DevOps and Agile development

Agile is a software development approach focused on incremental and rapid cycles of code creation and delivery referred to as sprints. Each sprint iterates upon the last, creating a high level of flexibility, as changes and scope and direction can be evaluated between each cycle. However, it is possible for the original vision of a project to be lost through this cycle.

DevOps arose from the success in the speed of development in Agile when it became clear that there is a lack of communication between development and operations teams that put a significant hindrance on speed and flexibility of code delivery to users.

As Agile development became more efficient, it became clear having development and operations work apart from each other was inefficient. Before DevOps, development, and operations teams worked in a way where those who wrote the code had separate objectives and leadership from those who deployed and supported the code. With DevOps and Agile, communication between development and operations ensures code can be managed by both teams fluently without miscommunications or confusion. DevOps does not have an official framework, nor does it consider speed as a core focus. Agile relies on the Agile manifesto and often is formalized with a framework, such as Scrum.

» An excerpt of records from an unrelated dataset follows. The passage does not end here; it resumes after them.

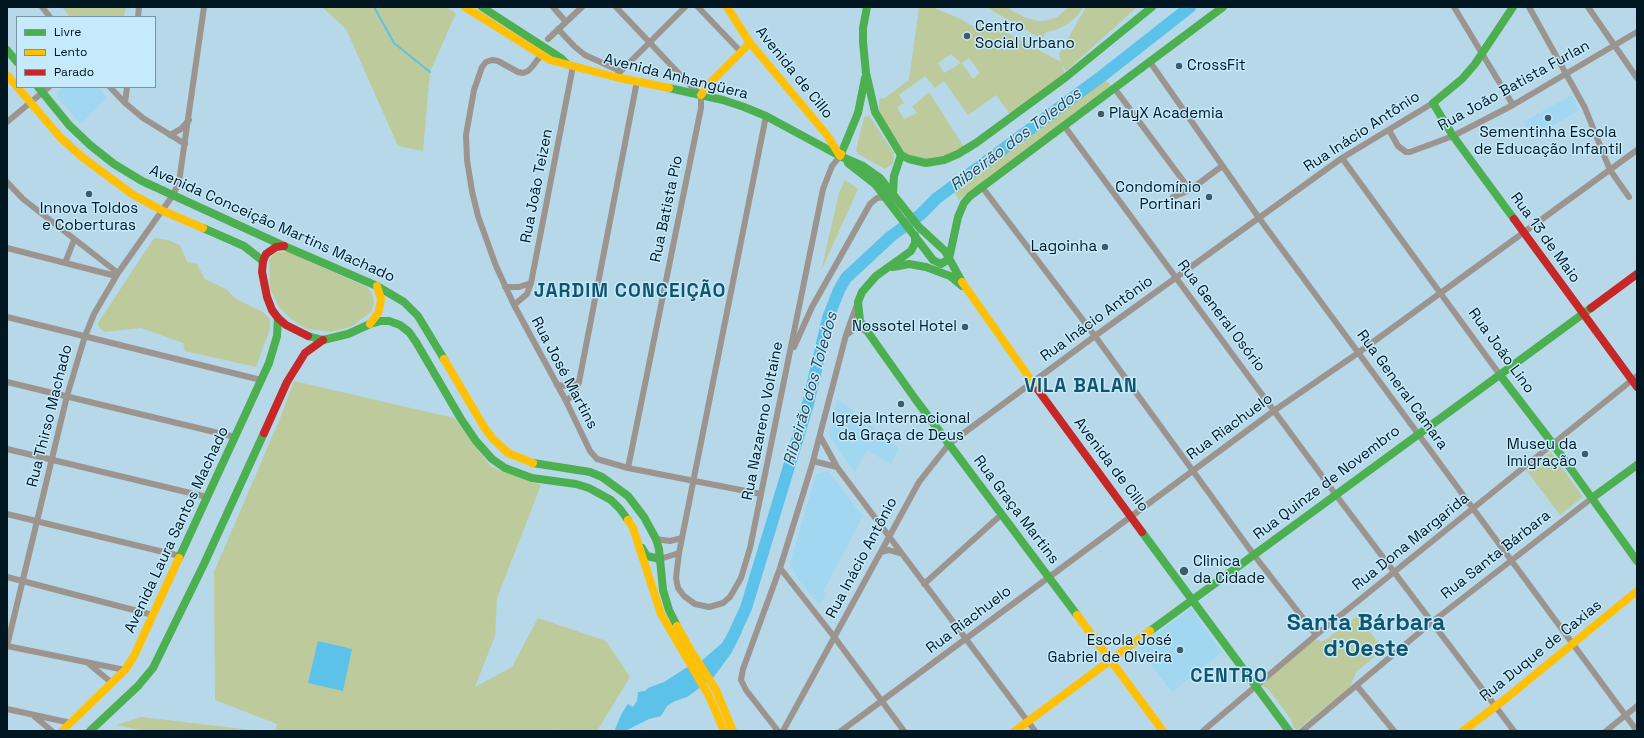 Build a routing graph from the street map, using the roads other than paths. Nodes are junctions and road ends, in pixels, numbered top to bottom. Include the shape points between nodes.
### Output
1 (42, 7) edge
2 (204, 7) edge
3 (465, 7) edge
4 (482, 7) edge
5 (552, 7) edge
6 (582, 7) edge
7 (616, 7) edge
8 (685, 7) edge
9 (698, 7) edge
10 (727, 7) edge
11 (867, 7) edge
12 (1152, 7) edge
13 (1223, 7) edge
14 (1454, 7) edge
15 (1513, 7) edge
16 (1529, 7) edge
17 (1588, 7) edge
18 (49, 16) edge
19 (566, 22) junction
20 (558, 29) junction
21 (1637, 32) edge
22 (548, 39) dead end
23 (649, 42) junction
24 (750, 43) junction
25 (1614, 46) junction
26 (7, 50) edge
27 (741, 52) junction
28 (1482, 54) junction
29 (541, 55) junction
30 (16, 61) edge
31 (1150, 62) junction
32 (570, 65) junction
33 (866, 73) junction
34 (617, 74) junction
35 (1567, 74) junction
36 (7, 75) edge
37 (1637, 78) edge
38 (638, 81) junction
39 (16, 86) edge
40 (18, 88) edge
41 (111, 88) edge
42 (127, 88) edge
43 (43, 89) edge
44 (1115, 89) junction
45 (702, 95) junction
46 (30, 103) junction
47 (125, 103) junction
48 (1433, 103) junction
49 (1513, 105) junction
50 (858, 112) junction
51 (875, 112) junction
52 (766, 116) junction
53 (189, 120) junction
54 (7, 122) edge
55 (1064, 127) junction
56 (1389, 130) junction
57 (170, 135) junction
58 (1453, 136) junction
59 (185, 144) junction
60 (1637, 150) edge
61 (901, 155) junction
62 (840, 156) junction
63 (1342, 158) junction
64 (1222, 166) junction
65 (1610, 170) junction
66 (7, 182) edge
67 (982, 187) junction
68 (1190, 190) junction
69 (893, 193) junction
70 (173, 196) junction
71 (886, 197) junction
72 (1173, 197) dead end
73 (1629, 197) dead end
74 (898, 206) junction
75 (163, 210) junction
76 (1259, 218) junction
77 (916, 231) junction
78 (1524, 232) junction
79 (74, 240) junction
80 (284, 246) junction
81 (7, 248) edge
82 (949, 259) junction
83 (262, 261) junction
84 (65, 263) junction
85 (887, 268) junction
86 (117, 274) junction
87 (1637, 274) edge
88 (1176, 278) junction
89 (531, 283) junction
90 (377, 286) junction
91 (505, 287) junction
92 (965, 288) junction
93 (1440, 292) junction
94 (800, 302) junction
95 (858, 302) junction
96 (514, 305) junction
97 (812, 307) junction
98 (1583, 314) junction
99 (7, 317) edge
100 (278, 318) junction
101 (370, 324) junction
102 (866, 331) junction
103 (846, 335) junction
104 (85, 336) junction
105 (1096, 336) junction
106 (323, 340) junction
107 (1358, 353) junction
108 (789, 358) junction
109 (1500, 375) junction
110 (261, 380) junction
111 (1635, 381) edge
112 (7, 382) edge
113 (579, 382) junction
114 (1033, 383) junction
115 (557, 385) junction
116 (67, 396) junction
117 (566, 401) junction
118 (1275, 410) junction
119 (1417, 434) junction
120 (820, 436) junction
121 (235, 437) junction
122 (949, 444) junction
123 (1553, 444) junction
124 (7, 449) edge
125 (52, 461) junction
126 (813, 461) junction
127 (1637, 465) edge
128 (837, 467) junction
129 (628, 468) junction
130 (1192, 471) junction
131 (694, 481) junction
132 (761, 494) junction
133 (1336, 495) junction
134 (207, 497) junction
135 (1592, 498) junction
136 (1474, 508) junction
137 (7, 514) edge
138 (1002, 514) junction
139 (1132, 516) junction
140 (37, 521) junction
141 (889, 536) junction
142 (682, 538) junction
143 (656, 540) junction
144 (638, 541) junction
145 (881, 552) junction
146 (679, 553) junction
147 (903, 555) junction
148 (1254, 555) junction
149 (180, 556) junction
150 (660, 559) junction
151 (1512, 560) junction
152 (1637, 562) edge
153 (780, 568) junction
154 (1395, 572) junction
155 (1049, 576) junction
156 (7, 577) edge
157 (23, 581) junction
158 (924, 584) junction
159 (1637, 591) edge
160 (1192, 600) junction
161 (153, 616) junction
162 (1432, 622) junction
163 (1316, 635) junction
164 (835, 638) junction
165 (966, 640) junction
166 (1574, 644) junction
167 (7, 646) edge
168 (1111, 660) junction
169 (88, 663) junction
170 (125, 670) junction
171 (112, 683) junction
172 (1255, 686) junction
173 (1357, 686) junction
174 (882, 702) junction
175 (1496, 706) junction
176 (1637, 706) edge
177 (7, 709) edge
178 (1626, 714) junction
179 (34, 716) junction
180 (1028, 722) junction
181 (71, 723) junction
182 (52, 731) edge
183 (62, 731) edge
184 (90, 731) edge
185 (724, 731) edge
186 (733, 731) edge
187 (778, 731) edge
188 (783, 731) edge
189 (842, 731) edge
190 (904, 731) edge
191 (1016, 731) edge
192 (1035, 731) edge
193 (1163, 731) edge
194 (1203, 731) edge
195 (1289, 731) edge
196 (1302, 731) edge
197 (1394, 731) edge
198 (1463, 731) edge
199 (1514, 731) edge
200 (1606, 731) edge
201 (1637, 731) edge

1 - 18 street
2 - 53 street, Rua Thirso Machado
3 - 29 main road, Avenida Anhangüera
4 - 32 main road, Avenida Anhangüera
5 - 19 street
6 - 19 street
7 - 23 street
8 - 23 street
9 - 27 street
10 - 24 main road, Avenida de Cillo
11 - 33 main road via 863,28
12 - 61 main road via 1019,113 958,154 926,163
13 - 31 main road
14 - 28 street
15 - 28 main road, Rua Inácio Antônio
16 - 35 street
17 - 25 street
19 - 20 street
20 - 22 street
20 - 34 street via 585,55
21 - 25 street, Rua João Batista Furlan
23 - 34 street
23 - 45 street
24 - 27 main road
24 - 62 main road, Avenida de Cillo via 827,135
25 - 35 street, Rua João Batista Furlan
25 - 37 street
26 - 30 main road
27 - 45 main road via 709,84
28 - 48 main road, Rua Inácio Antônio via 1462,79
28 - 49 street
29 - 32 main road, Avenida Anhangüera via 554,62
29 - 91 street, Rua José Martins via 528,71 523,72 518,72 498,61 486,62 474,90 469,111 466,135 472,191 486,239
31 - 44 main road
31 - 64 street, Rua General Câmara
32 - 34 main road, Avenida Anhangüera
32 - 89 street, Rua João Teizen
33 - 50 main road
33 - 51 main road
34 - 38 main road, Avenida Anhangüera
35 - 49 street, Rua João Batista Furlan
35 - 65 street via 1585,108
36 - 39 main road, Avenida Conceição Martins Machado
38 - 45 main road, Avenida Anhangüera
38 - 113 street
40 - 46 main road, Avenida Conceição Martins Machado
41 - 47 street
42 - 47 street
43 - 46 street
43 - 70 main road, Avenida Conceição Martins Machado via 69,125 90,145 120,168
44 - 55 main road
44 - 68 street
45 - 52 main road, Avenida Anhangüera
45 - 129 street, Rua Batista Pio
46 - 54 street
46 - 75 main road, Avenida Conceição Martins Machado via 82,157 132,194
47 - 57 street
48 - 56 street, Rua Inácio Antônio
48 - 58 main road, Rua 13 de Maio
49 - 58 street, Rua João Batista Furlan
50 - 51 main road via 866,109
50 - 62 main road
51 - 61 main road
52 - 62 main road, Avenida Anhangüera
52 - 131 street, Rua Nazareno Voltaine
53 - 57 street via 181,129
53 - 59 street, Rua Thirso Machado
55 - 67 main road
55 - 88 street, Rua General Osório
56 - 58 street, Rua João Batista Furlan via 1402,150 1410,152
56 - 63 street, Rua Inácio Antônio
57 - 59 street
58 - 78 main road, Rua 13 de Maio
59 - 70 street, Rua Thirso Machado via 179,182
60 - 65 street, Rua Riachuelo
61 - 69 main road via 894,176
62 - 69 main road, Avenida de Cillo via 872,171
62 - 71 main road, Avenida de Cillo via 868,178
62 - 94 street, Rua Nazareno Voltaine via 832,166 823,188
63 - 76 street, Rua Inácio Antônio
63 - 93 street, Rua João Lino
64 - 68 street
64 - 76 street, Rua General Câmara
65 - 73 street
65 - 78 street, Rua Riachuelo
66 - 79 street via 23,199
67 - 82 main road via 970,196 961,210 955,226
67 - 105 street
68 - 72 street
69 - 74 main road, Avenida de Cillo
70 - 75 street, Rua Thirso Machado
70 - 80 main road, Avenida Conceição Martins Machado
71 - 74 main road, Avenida de Cillo
71 - 97 street via 877,198 870,204
74 - 77 main road, Avenida de Cillo
75 - 83 main road, Avenida Conceição Martins Machado via 244,246
75 - 86 street, Rua Thirso Machado
76 - 88 street, Rua Inácio Antônio
76 - 107 street, Rua General Câmara
77 - 82 main road, Avenida de Cillo via 941,246
77 - 82 main road via 937,264
77 - 85 main road via 911,251
78 - 93 street, Rua Riachuelo
78 - 98 main road, Rua 13 de Maio
79 - 84 street
79 - 86 street
80 - 83 main road via 270,250
80 - 90 main road, Avenida Conceição Martins Machado
81 - 84 street
82 - 92 main road, Avenida de Cillo
83 - 100 main road via 263,284 272,310
84 - 86 street
85 - 92 main road via 909,264 926,267 950,276
85 - 95 main road via 867,284
86 - 104 street, Rua Thirso Machado via 94,314
87 - 98 main road, Rua Quinze de Novembro
88 - 105 street, Rua Inácio Antônio
88 - 118 street, Rua General Osório
89 - 91 street via 519,287
89 - 96 street, Rua João Teizen via 527,294
90 - 101 main road via 380,292 380,306
90 - 143 main road, Avenida Conceição Martins Machado via 404,302 418,316 484,427 500,446 508,453 527,461 580,470 602,477 616,486 636,506
91 - 96 street, Rua José Martins
92 - 114 main road, Avenida de Cillo
93 - 107 street, Rua Riachuelo
93 - 109 street, Rua João Lino
94 - 97 street
94 - 108 street, Rua Nazareno Voltaine
95 - 102 main road, Rua Graça Martins via 860,321
95 - 103 street
96 - 115 street, Rua José Martins
97 - 108 street
98 - 109 main road, Rua Quinze de Novembro
98 - 111 main road, Rua 13 de Maio
99 - 104 street
100 - 106 main road via 294,330
100 - 110 main road, Avenida Laura Santos Machado via 278,336
101 - 106 main road via 348,334
101 - 144 main road via 389,321 409,332 461,420 492,459 519,474 576,484 599,493 611,500 624,514
102 - 103 street via 855,328
102 - 122 main road, Rua Graça Martins
103 - 120 street
104 - 110 street
104 - 116 street, Rua Thirso Machado
105 - 114 street, Rua Inácio Antônio
105 - 130 street
106 - 184 main road via 305,353 287,382 204,564 153,668 138,686
107 - 118 street, Rua Riachuelo
107 - 119 street, Rua General Câmara
108 - 132 street, Rua Nazareno Voltaine
109 - 119 main road, Rua Quinze de Novembro
109 - 123 main road, Rua João Lino
110 - 121 main road, Avenida Laura Santos Machado
111 - 123 street, Rua Dona Margarida
112 - 116 street
113 - 115 street via 568,386
113 - 117 street via 573,395
114 - 122 street, Rua Inácio Antônio
114 - 139 main road, Avenida de Cillo
115 - 117 street, Rua José Martins
116 - 121 street
116 - 125 street, Rua Thirso Machado
117 - 129 street, Rua José Martins via 594,456 602,462
118 - 130 street, Rua Riachuelo
118 - 133 street, Rua General Osório
119 - 133 main road, Rua Quinze de Novembro
119 - 136 street, Rua General Câmara
120 - 126 street
120 - 128 street
121 - 134 main road, Avenida Laura Santos Machado
122 - 138 main road, Rua Graça Martins
122 - 141 street, Rua Inácio Antônio via 919,482
123 - 135 main road, Rua João Lino
123 - 136 street, Rua Dona Margarida
124 - 125 street
125 - 134 street
125 - 140 street, Rua Thirso Machado
126 - 128 street
126 - 153 street
127 - 135 main road, Rua Santa Bárbara
128 - 141 street
129 - 131 street, Rua José Martins
130 - 139 street, Rua Riachuelo
130 - 148 street
131 - 132 street, Rua José Martins
131 - 142 street, Rua Nazareno Voltaine
132 - 146 street, Rua Nazareno Voltaine via 741,578 726,601 714,606 705,606 696,604 684,596 678,588 676,578
133 - 148 main road, Rua Quinze de Novembro
133 - 154 street, Rua General Osório
134 - 149 main road, Avenida Laura Santos Machado
135 - 151 street, Rua Santa Bárbara
135 - 152 main road, Rua João Lino
136 - 151 street, Rua General Câmara
136 - 154 street, Rua Dona Margarida
137 - 140 street
138 - 155 main road, Rua Graça Martins
138 - 158 street
139 - 155 street, Rua Riachuelo
139 - 160 main road, Avenida de Cillo
140 - 149 street
140 - 157 street, Rua Thirso Machado
141 - 145 street, Rua Inácio Antônio
141 - 147 street
142 - 143 street via 670,542
142 - 146 street, Rua Nazareno Voltaine
143 - 150 main road, Avenida Conceição Martins Machado
144 - 150 main road via 647,556
144 - 185 main road via 661,614 709,696
145 - 147 street via 889,550
145 - 164 street, Rua Inácio Antônio
146 - 150 street
147 - 158 street
148 - 160 main road, Rua Quinze de Novembro
148 - 163 street
149 - 161 main road, Avenida Laura Santos Machado
150 - 186 main road, Avenida Conceição Martins Machado via 661,581 669,610 716,690
151 - 162 street, Rua Santa Bárbara
151 - 166 street, Rua General Câmara
153 - 164 street
153 - 187 street via 741,680
154 - 162 street, Rua General Osório
154 - 163 street, Rua Dona Margarida
155 - 165 street, Rua Riachuelo
155 - 168 main road, Rua Graça Martins
156 - 157 street
157 - 161 street
157 - 167 street, Rua Thirso Machado
158 - 165 street
159 - 166 main road, Rua Duque de Caxias
160 - 168 main road, Rua Quinze de Novembro
160 - 172 main road, Avenida de Cillo
161 - 170 main road, Avenida Laura Santos Machado
162 - 173 street, Rua Santa Bárbara
162 - 175 street, Rua General Osório
163 - 172 street, Rua Dona Margarida
164 - 174 street
164 - 188 street, Rua Inácio Antônio
165 - 174 street, Rua Riachuelo
165 - 180 street
166 - 175 main road, Rua Duque de Caxias
166 - 178 street, Rua General Câmara
167 - 169 street
168 - 180 main road, Rua Quinze de Novembro
168 - 193 main road, Rua Graça Martins
169 - 170 street
169 - 171 street
170 - 171 main road, Avenida Laura Santos Machado
171 - 181 main road, Avenida Laura Santos Machado
172 - 194 street, Rua Dona Margarida
172 - 195 main road, Avenida de Cillo
173 - 196 street, Rua Santa Bárbara
173 - 197 street
174 - 189 street, Rua Riachuelo
174 - 190 street
175 - 198 main road, Rua Duque de Caxias
175 - 199 street, Rua General Osório
176 - 178 street
177 - 179 street
178 - 200 street
178 - 201 street, Rua General Câmara
179 - 181 street
179 - 182 street
180 - 191 main road, Rua Quinze de Novembro
180 - 192 street
181 - 183 main road, Avenida Laura Santos Machado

DevOps benefits and drawbacks

DevOps benefits include the following:


Increased communications between development and operations leading to fewer silos; coverage for the whole software delivery pipeline; a focus on automation within the delivery pipeline;streamlined development processes by making development teams aware of possible issues that may appear in operation stages; and broad roles in DevOps environments, allowing many IT generalists to find positions in DevOps teams.

DevOps tools

Although marketers have jumped on the DevOps bandwagon, there is really no such thing as a DevOps product. There is software that helps the development and operations team work together more efficiently and respond to changing requirements more flexible. Automation is a common focus in DevOps, ranging from container orchestrators to monitoring software, and commonly found throughout continuous integration and delivery (CI/CD) pipelines. New types of software tools have sprung up to help organizations automate development, testing, and deployment to create a more streamlined development and release pipeline.